● What the task asks:
Your answer should be an exact copy of all the entries, free of pictures.

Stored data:
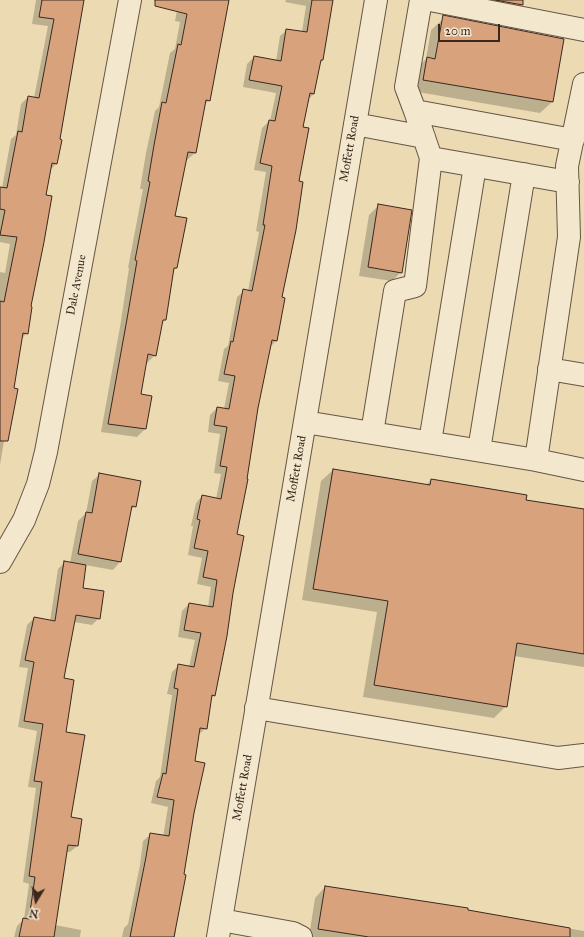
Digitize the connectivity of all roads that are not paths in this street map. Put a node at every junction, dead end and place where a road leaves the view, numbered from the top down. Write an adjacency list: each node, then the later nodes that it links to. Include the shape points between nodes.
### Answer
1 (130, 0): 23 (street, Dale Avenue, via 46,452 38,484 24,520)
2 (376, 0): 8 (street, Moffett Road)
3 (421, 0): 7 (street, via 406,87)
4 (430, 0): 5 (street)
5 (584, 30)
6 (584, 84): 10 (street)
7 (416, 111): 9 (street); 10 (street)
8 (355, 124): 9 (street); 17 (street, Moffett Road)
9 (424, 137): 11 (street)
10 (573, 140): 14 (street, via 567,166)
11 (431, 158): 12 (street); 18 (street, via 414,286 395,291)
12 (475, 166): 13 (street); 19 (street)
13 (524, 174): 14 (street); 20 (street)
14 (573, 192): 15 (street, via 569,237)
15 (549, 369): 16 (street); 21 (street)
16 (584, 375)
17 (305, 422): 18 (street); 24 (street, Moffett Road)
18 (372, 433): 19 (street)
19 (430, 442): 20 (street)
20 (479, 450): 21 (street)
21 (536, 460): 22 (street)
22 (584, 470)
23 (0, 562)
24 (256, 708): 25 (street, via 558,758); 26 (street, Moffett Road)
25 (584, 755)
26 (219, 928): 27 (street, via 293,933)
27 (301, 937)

● Completed task:
Digitize the connectivity of all roads that are not paths in this street map. Put a node at every junction, dead end and place where a road leaves the view, numbered from the top down. Write an adjacency list: each node, then the later nodes that it links to. Include the shape points between nodes.
### Answer
1 (130, 0): 23 (street, Dale Avenue, via 46,452 38,484 24,520)
2 (376, 0): 8 (street, Moffett Road)
3 (421, 0): 7 (street, via 406,87)
4 (430, 0): 5 (street)
5 (584, 30)
6 (584, 84): 10 (street)
7 (416, 111): 9 (street); 10 (street)
8 (355, 124): 9 (street); 17 (street, Moffett Road)
9 (424, 137): 11 (street)
10 (573, 140): 14 (street, via 567,166)
11 (431, 158): 12 (street); 18 (street, via 414,286 395,291)
12 (475, 166): 13 (street); 19 (street)
13 (524, 174): 14 (street); 20 (street)
14 (573, 192): 15 (street, via 569,237)
15 (549, 369): 16 (street); 21 (street)
16 (584, 375)
17 (305, 422): 18 (street); 24 (street, Moffett Road)
18 (372, 433): 19 (street)
19 (430, 442): 20 (street)
20 (479, 450): 21 (street)
21 (536, 460): 22 (street)
22 (584, 470)
23 (0, 562)
24 (256, 708): 25 (street, via 558,758); 26 (street, Moffett Road)
25 (584, 755)
26 (219, 928): 27 (street, via 293,933)
27 (301, 937)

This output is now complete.